• [Records provided]:

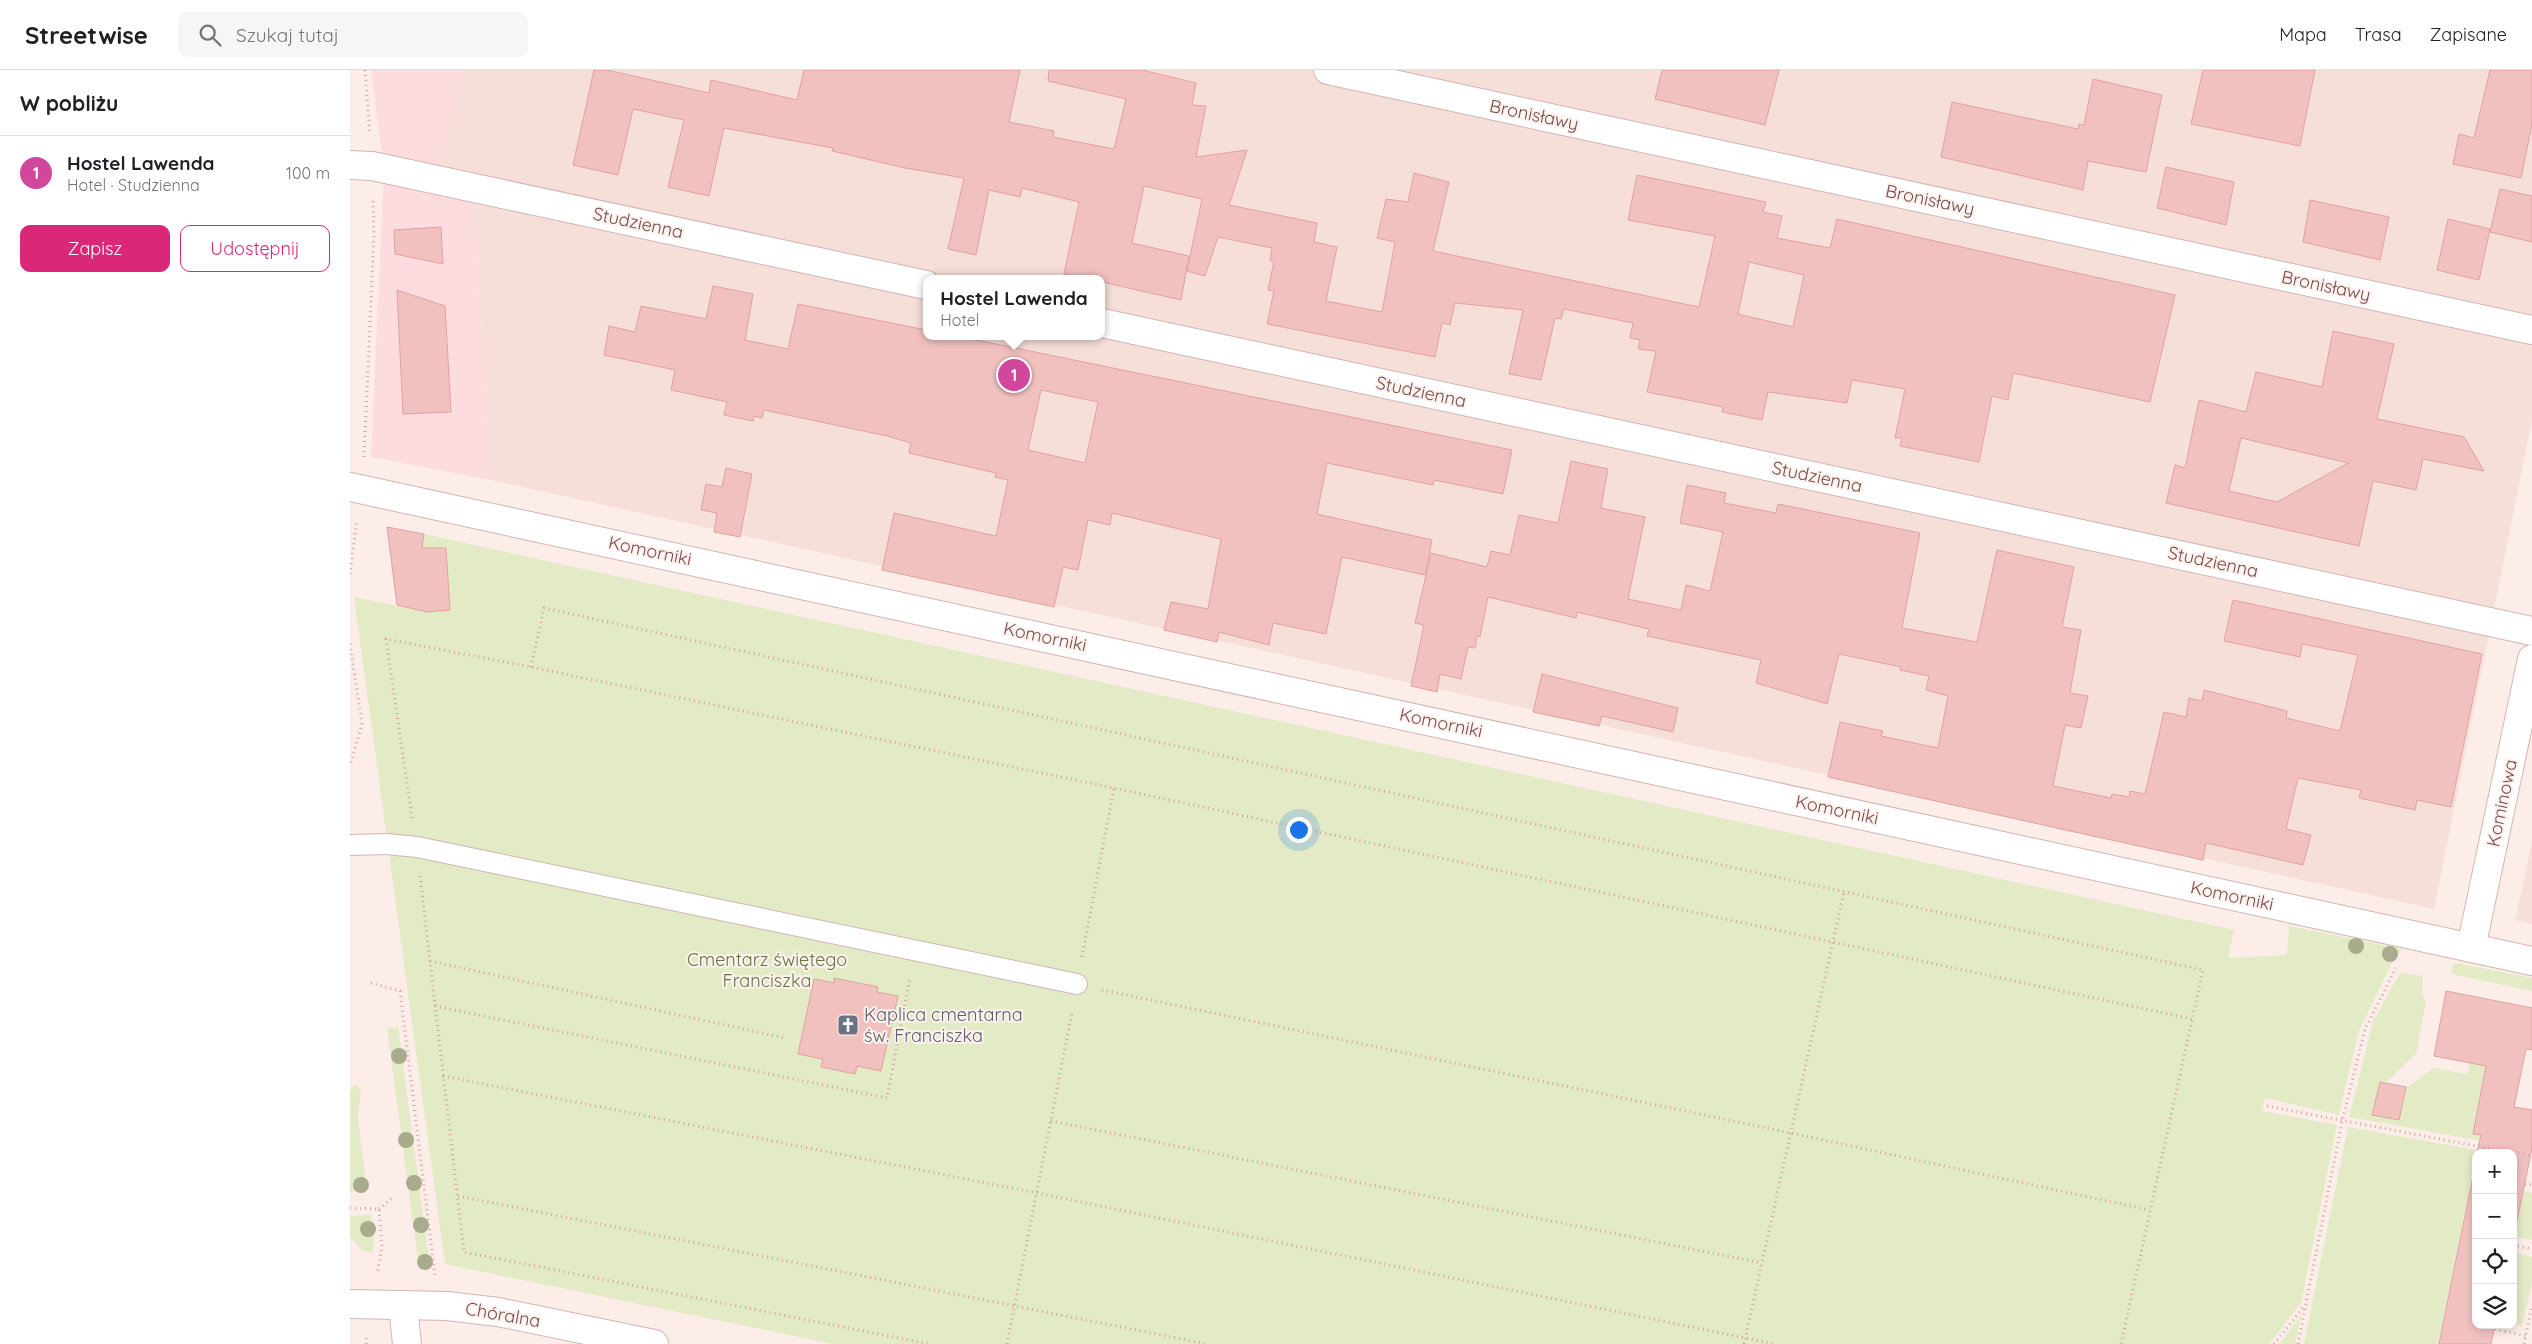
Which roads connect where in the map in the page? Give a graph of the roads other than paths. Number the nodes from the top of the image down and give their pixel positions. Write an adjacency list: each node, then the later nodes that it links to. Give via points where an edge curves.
1 (1328, 70): 5 (street, Bronisławy)
2 (361, 166): 3 (street, Studzienna)
3 (923, 284)
4 (1105, 324): 7 (street, Studzienna)
5 (2532, 330)
6 (355, 488): 10 (street, Komorniki)
7 (2532, 631)
8 (2532, 658): 10 (street, Kominowa)
9 (350, 845): 12 (lane, via 417,847)
10 (2471, 948): 11 (street, Komorniki)
11 (2532, 961)
12 (1077, 984)
13 (350, 1304): 14 (street, Chóralna)
14 (403, 1306): 15 (street); 16 (street, Chóralna, via 447,1306 498,1312)
15 (408, 1344)
16 (654, 1344)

• [Task description]: Nothing but the exact text of the records should appear in your answer, with no pictures. Please write it out.

• [Task output]:
Which roads connect where in the map in the page? Give a graph of the roads other than paths. Number the nodes from the top of the image down and give their pixel positions. Write an adjacency list: each node, then the later nodes that it links to. Give via points where an edge curves.
1 (1328, 70): 5 (street, Bronisławy)
2 (361, 166): 3 (street, Studzienna)
3 (923, 284)
4 (1105, 324): 7 (street, Studzienna)
5 (2532, 330)
6 (355, 488): 10 (street, Komorniki)
7 (2532, 631)
8 (2532, 658): 10 (street, Kominowa)
9 (350, 845): 12 (lane, via 417,847)
10 (2471, 948): 11 (street, Komorniki)
11 (2532, 961)
12 (1077, 984)
13 (350, 1304): 14 (street, Chóralna)
14 (403, 1306): 15 (street); 16 (street, Chóralna, via 447,1306 498,1312)
15 (408, 1344)
16 (654, 1344)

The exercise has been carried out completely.